RMSD Analysis: Quick Start

Compute RMSD timeseries for protein and polymer structures with proper statistical handling in under 5 minutes.

Added in version 1.3.0: The RMSD analysis plugin was added in PolyzyMD 1.3.0.

Note

Want to understand the statistics? This guide focuses on getting results quickly. For proper uncertainty quantification (autocorrelation correction, SEM vs. SD) and interpretation of RMSD curves, see the RMSD Interpretation: Use, Limits, and Cautions.

Environment Setup

All commands below assume you have activated the PolyzyMD pixi environment:

pixi shell -e build

Alternatively, prefix each command with pixi run -e build.

TL;DR

# Configure RMSD runs in comparison.yaml, then run:
polyzymd compare run rmsd -f comparison.yaml --eq-time 10ns

# Run all enabled analyses in the same workflow
polyzymd compare run-all -f comparison.yaml --eq-time 10ns

# Force recompute and machine-readable output
polyzymd compare run rmsd -f comparison.yaml --eq-time 10ns --recompute --format json

Prerequisites

Before running RMSD analysis, you need:

  1. Completed production simulation(s) — at least one replicate

  2. Comparison configcomparison.yaml with conditions and plugin settings

  3. Trajectory files — in the scratch directory specified in config

Verify your setup:

# Check that trajectories exist
ls $(polyzymd info -c config.yaml --scratch-dir)/production_*/

What RMSD Analysis Provides

The RMSD analysis module computes:

Feature

Description

Mean RMSD

Average deviation from reference structure (Å)

SEM

Autocorrelation-corrected standard error of the mean

Median RMSD

Robust central tendency measure

Min / Max RMSD

Extremes of conformational deviation

Final RMSD

Last-frame RMSD (convergence diagnostic)

Timeseries

Full per-frame RMSD saved as NPZ sidecar

Multi-run

Multiple named selections in a single analysis

Convergence Detection

Sliding-window slope diagnostic; detects when RMSD has plateaued

Tip

RMSD vs RMSF vs Distances — when to use which:

  • RMSD: Global structural deviation over time — “is the protein drifting?”
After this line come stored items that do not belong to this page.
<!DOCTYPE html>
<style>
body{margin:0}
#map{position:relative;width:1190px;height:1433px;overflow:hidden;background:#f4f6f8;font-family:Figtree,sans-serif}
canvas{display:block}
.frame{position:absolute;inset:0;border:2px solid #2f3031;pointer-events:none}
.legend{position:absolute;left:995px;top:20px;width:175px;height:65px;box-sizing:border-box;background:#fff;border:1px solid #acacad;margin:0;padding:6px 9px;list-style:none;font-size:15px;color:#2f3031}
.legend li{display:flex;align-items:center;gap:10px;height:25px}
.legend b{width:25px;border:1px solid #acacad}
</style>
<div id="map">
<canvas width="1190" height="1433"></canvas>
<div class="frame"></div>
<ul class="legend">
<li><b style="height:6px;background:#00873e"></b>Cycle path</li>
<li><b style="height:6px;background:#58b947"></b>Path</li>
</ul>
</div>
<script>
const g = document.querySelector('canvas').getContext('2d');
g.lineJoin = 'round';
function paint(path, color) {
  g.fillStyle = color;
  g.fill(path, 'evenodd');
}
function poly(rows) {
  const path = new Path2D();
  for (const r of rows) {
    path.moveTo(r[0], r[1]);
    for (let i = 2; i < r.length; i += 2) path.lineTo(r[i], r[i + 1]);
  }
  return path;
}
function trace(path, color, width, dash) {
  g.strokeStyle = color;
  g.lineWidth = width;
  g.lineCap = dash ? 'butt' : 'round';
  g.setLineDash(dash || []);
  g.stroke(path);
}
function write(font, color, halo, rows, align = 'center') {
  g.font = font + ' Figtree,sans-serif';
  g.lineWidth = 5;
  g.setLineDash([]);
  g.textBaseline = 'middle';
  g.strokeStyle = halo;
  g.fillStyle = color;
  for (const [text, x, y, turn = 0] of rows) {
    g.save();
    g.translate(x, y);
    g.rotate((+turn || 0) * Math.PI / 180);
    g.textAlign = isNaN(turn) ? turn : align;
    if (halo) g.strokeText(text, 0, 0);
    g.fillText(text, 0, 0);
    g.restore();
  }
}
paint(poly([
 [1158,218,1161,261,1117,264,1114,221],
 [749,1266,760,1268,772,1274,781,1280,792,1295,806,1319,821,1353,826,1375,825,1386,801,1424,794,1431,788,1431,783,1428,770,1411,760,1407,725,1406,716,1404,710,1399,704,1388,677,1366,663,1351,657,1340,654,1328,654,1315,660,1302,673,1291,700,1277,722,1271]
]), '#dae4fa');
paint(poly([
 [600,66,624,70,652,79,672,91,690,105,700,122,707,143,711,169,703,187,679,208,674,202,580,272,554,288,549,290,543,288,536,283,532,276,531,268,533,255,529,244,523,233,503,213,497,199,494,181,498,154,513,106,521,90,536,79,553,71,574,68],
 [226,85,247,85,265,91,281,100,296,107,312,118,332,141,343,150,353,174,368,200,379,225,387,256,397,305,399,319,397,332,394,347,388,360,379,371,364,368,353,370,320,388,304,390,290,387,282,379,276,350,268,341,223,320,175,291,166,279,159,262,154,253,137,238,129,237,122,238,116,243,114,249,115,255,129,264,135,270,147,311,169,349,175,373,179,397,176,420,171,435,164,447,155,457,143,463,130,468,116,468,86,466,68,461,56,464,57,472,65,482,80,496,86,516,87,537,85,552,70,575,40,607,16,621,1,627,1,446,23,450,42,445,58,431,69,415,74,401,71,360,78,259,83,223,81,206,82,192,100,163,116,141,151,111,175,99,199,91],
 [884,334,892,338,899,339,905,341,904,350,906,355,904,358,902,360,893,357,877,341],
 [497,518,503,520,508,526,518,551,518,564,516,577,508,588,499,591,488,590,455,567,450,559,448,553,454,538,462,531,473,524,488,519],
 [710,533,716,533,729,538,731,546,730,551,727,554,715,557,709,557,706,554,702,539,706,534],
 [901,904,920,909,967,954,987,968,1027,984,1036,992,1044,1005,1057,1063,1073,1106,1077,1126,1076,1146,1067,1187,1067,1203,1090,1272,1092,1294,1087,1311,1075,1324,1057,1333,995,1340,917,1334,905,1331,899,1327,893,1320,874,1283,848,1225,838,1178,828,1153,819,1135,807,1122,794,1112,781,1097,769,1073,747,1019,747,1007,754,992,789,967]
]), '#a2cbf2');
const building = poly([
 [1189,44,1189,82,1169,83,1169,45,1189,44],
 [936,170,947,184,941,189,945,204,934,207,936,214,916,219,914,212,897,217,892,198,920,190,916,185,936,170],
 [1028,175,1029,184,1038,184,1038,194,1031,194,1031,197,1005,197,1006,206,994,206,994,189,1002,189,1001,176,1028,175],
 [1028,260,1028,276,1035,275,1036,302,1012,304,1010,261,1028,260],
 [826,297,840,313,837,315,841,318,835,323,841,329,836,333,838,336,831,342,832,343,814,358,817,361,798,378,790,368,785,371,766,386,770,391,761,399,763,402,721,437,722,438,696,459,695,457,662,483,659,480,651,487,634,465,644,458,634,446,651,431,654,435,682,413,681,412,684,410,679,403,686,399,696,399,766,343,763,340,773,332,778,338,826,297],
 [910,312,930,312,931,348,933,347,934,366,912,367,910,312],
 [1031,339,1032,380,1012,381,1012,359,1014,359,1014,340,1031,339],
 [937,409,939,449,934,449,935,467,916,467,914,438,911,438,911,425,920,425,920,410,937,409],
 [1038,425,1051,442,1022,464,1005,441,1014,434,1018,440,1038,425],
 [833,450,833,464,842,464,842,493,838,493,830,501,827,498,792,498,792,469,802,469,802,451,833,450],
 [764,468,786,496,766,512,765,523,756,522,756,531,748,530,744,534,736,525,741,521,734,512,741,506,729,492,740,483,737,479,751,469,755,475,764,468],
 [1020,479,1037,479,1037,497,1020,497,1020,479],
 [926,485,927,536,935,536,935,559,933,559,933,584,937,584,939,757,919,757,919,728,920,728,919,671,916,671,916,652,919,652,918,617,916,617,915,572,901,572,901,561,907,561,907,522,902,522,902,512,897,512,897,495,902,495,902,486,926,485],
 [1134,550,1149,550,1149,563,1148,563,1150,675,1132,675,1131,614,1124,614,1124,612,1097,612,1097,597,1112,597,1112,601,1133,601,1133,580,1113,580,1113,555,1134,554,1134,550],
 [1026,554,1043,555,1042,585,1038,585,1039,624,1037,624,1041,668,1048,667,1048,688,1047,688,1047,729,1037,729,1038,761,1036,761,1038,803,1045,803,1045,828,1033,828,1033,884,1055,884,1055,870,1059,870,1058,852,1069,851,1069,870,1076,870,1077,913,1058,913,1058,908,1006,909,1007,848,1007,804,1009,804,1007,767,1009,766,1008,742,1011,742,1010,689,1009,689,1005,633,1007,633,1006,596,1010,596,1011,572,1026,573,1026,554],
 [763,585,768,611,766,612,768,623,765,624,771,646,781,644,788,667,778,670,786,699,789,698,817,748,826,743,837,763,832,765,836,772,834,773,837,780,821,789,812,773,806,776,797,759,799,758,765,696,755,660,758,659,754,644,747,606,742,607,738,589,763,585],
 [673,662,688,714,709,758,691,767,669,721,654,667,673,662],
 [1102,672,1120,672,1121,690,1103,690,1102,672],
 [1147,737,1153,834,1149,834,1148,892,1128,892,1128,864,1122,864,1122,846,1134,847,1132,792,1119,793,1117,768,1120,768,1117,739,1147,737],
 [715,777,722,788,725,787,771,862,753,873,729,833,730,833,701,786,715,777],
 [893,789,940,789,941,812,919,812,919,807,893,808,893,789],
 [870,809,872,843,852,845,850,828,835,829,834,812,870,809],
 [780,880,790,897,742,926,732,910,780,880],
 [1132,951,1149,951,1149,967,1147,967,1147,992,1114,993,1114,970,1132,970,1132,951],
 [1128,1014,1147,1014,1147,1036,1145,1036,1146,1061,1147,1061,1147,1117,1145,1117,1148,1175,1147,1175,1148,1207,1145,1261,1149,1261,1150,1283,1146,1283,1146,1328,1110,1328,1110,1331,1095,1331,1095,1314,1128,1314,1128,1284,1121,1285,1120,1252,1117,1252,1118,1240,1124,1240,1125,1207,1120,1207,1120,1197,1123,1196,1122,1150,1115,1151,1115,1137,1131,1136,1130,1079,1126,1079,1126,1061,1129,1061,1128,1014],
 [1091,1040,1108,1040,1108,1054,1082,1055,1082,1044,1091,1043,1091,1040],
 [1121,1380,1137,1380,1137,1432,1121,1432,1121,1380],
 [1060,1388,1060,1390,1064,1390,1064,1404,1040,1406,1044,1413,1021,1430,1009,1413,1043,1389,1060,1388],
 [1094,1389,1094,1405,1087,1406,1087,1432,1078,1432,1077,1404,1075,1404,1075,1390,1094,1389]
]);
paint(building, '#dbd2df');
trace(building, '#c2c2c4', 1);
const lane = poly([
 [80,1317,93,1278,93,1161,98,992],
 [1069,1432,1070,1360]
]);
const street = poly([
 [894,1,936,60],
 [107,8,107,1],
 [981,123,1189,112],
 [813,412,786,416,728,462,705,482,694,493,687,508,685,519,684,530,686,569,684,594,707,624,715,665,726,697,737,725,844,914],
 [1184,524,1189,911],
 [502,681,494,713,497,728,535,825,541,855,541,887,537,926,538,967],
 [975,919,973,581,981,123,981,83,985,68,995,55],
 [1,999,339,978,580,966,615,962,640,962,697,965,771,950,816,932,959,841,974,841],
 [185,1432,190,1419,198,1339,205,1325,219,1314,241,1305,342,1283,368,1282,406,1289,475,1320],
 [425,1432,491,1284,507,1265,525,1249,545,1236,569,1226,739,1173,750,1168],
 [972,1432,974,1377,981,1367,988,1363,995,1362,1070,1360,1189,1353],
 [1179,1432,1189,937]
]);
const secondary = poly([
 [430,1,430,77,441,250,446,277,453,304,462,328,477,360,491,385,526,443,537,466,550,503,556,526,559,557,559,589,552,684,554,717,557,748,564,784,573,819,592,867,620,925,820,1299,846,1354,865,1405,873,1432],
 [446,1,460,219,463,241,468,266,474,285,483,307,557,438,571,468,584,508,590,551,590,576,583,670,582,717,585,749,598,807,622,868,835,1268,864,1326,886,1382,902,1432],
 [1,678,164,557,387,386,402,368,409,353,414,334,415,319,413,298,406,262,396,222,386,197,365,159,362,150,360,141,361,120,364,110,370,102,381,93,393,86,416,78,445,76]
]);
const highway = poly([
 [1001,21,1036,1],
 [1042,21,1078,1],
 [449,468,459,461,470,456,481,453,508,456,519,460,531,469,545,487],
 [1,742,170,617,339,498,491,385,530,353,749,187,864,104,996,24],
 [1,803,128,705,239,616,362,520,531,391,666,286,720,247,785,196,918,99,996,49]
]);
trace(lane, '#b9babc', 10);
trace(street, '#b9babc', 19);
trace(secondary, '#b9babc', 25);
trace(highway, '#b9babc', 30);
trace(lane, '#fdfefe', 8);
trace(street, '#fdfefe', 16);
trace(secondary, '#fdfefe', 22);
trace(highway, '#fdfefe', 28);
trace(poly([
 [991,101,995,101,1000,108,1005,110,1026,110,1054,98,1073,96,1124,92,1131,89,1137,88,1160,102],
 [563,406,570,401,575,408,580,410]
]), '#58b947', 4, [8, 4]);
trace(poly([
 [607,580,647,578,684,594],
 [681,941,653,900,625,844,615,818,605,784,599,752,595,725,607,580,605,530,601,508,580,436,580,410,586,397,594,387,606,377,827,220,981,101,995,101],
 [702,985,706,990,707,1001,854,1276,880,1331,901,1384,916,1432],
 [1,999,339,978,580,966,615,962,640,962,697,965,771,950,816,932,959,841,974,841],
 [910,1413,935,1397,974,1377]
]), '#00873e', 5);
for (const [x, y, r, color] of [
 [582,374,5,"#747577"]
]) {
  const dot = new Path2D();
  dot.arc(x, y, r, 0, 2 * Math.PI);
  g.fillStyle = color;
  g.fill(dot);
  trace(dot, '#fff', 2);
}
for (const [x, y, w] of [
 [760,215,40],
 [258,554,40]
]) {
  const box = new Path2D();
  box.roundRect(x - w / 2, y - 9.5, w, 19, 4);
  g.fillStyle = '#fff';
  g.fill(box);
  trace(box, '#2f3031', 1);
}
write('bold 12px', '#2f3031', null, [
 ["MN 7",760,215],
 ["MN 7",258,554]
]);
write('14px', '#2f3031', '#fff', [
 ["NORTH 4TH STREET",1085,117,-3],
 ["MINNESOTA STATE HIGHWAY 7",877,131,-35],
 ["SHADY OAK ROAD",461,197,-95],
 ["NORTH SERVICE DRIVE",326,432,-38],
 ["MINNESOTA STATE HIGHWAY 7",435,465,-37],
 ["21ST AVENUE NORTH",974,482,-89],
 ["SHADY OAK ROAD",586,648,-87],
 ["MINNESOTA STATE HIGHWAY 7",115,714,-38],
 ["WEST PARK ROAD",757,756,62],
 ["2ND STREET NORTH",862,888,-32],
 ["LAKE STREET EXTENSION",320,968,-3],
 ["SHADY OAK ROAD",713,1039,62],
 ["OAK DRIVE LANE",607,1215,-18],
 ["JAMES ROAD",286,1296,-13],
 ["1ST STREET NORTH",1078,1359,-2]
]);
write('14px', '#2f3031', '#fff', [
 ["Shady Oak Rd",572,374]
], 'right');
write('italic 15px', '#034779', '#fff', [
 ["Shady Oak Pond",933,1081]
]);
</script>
  • RMSF: Per-residue fluctuation around average — “which residues are flexible?”

  • Distances: Specific atom-pair distances — “is this H-bond intact?”

Basic Usage

For reproducible analysis, define RMSD runs in comparison.yaml:

# comparison.yaml
name: "rmsd_quickstart"
control: "no_polymer"

conditions:
  - label: "no_polymer"
    config: "configs/no_polymer.yaml"
    replicates: [1, 2, 3]
  - label: "with_polymer"
    config: "configs/with_polymer.yaml"
    replicates: [1, 2, 3]

plugins:
  rmsd:
    runs:
      - label: "Protein Backbone"
        selection: "protein and name CA"
        alignment_selection: "protein and name CA"
        reference_mode: "centroid"

Then run:

# Run RMSD analysis only
polyzymd compare run rmsd -f comparison.yaml --eq-time 10ns

# Run all enabled plugins in comparison.yaml
polyzymd compare run-all -f comparison.yaml --eq-time 10ns

# Force recompute
polyzymd compare run rmsd -f comparison.yaml --eq-time 10ns --recompute

Benefits:

  • Version-controlled, reproducible

  • Self-documenting experiment setup

  • Easy to re-run with different parameters

Single analysis run

polyzymd compare run rmsd -f comparison.yaml --eq-time 10ns

Expected behavior:

Loading comparison config from: comparison.yaml
Running plugin: rmsd
  Equilibration: 10ns
  Conditions: no_polymer, with_polymer
  Runs: Protein Backbone
RMSD comparison complete

All enabled analyses

Run RMSD plus any other enabled plugins:

polyzymd compare run-all -f comparison.yaml --eq-time 10ns

Multi-Run Configuration

The RMSD plugin uses a runs list, where each run defines a named RMSD calculation with its own selection, alignment, and reference settings. This lets you track multiple structural metrics in a single analysis pass.

plugins:
  rmsd:
    runs:
      - label: "Protein Backbone"
        selection: "protein and name CA"
        alignment_selection: "protein and name CA"
        reference_mode: "centroid"

      - label: "Active Site"
        selection: "protein and (resid 77 or resid 133 or resid 156) and name CA"
        alignment_selection: "protein and name CA"
        reference_mode: "centroid"

      - label: "Polymer Core"
        selection: "chainid C and not name H*"
        alignment_selection: "protein and name CA"
        reference_mode: "average"

Each run produces an independent RMSD timeseries. During comparison, each run is ranked and tested separately — averaging RMSD from different selections is not meaningful.

Important

Runs ≠ Replicates. A “run” is a named RMSD selection (e.g., “Protein Backbone” vs “Active Site”). A “replicate” is an independent simulation repeat (run_1, run_2, run_3). All configured runs are computed for every replicate.

External Reference Mode

Use reference_mode: "external" when you want to measure deviation from a specific known structure, such as a crystal structure representing the catalytically competent geometry.

plugins:
  rmsd:
    runs:
      - label: "Crystal Deviation"
        selection: "protein and name CA"
        alignment_selection: "protein and name CA"
        reference_mode: "external"
        reference_file: "/path/to/crystal_structure.pdb"

Note

When using external reference mode, the external PDB must contain atoms matching the selection string. PolyzyMD validates that atom counts match between the trajectory and external reference and raises an error on mismatch.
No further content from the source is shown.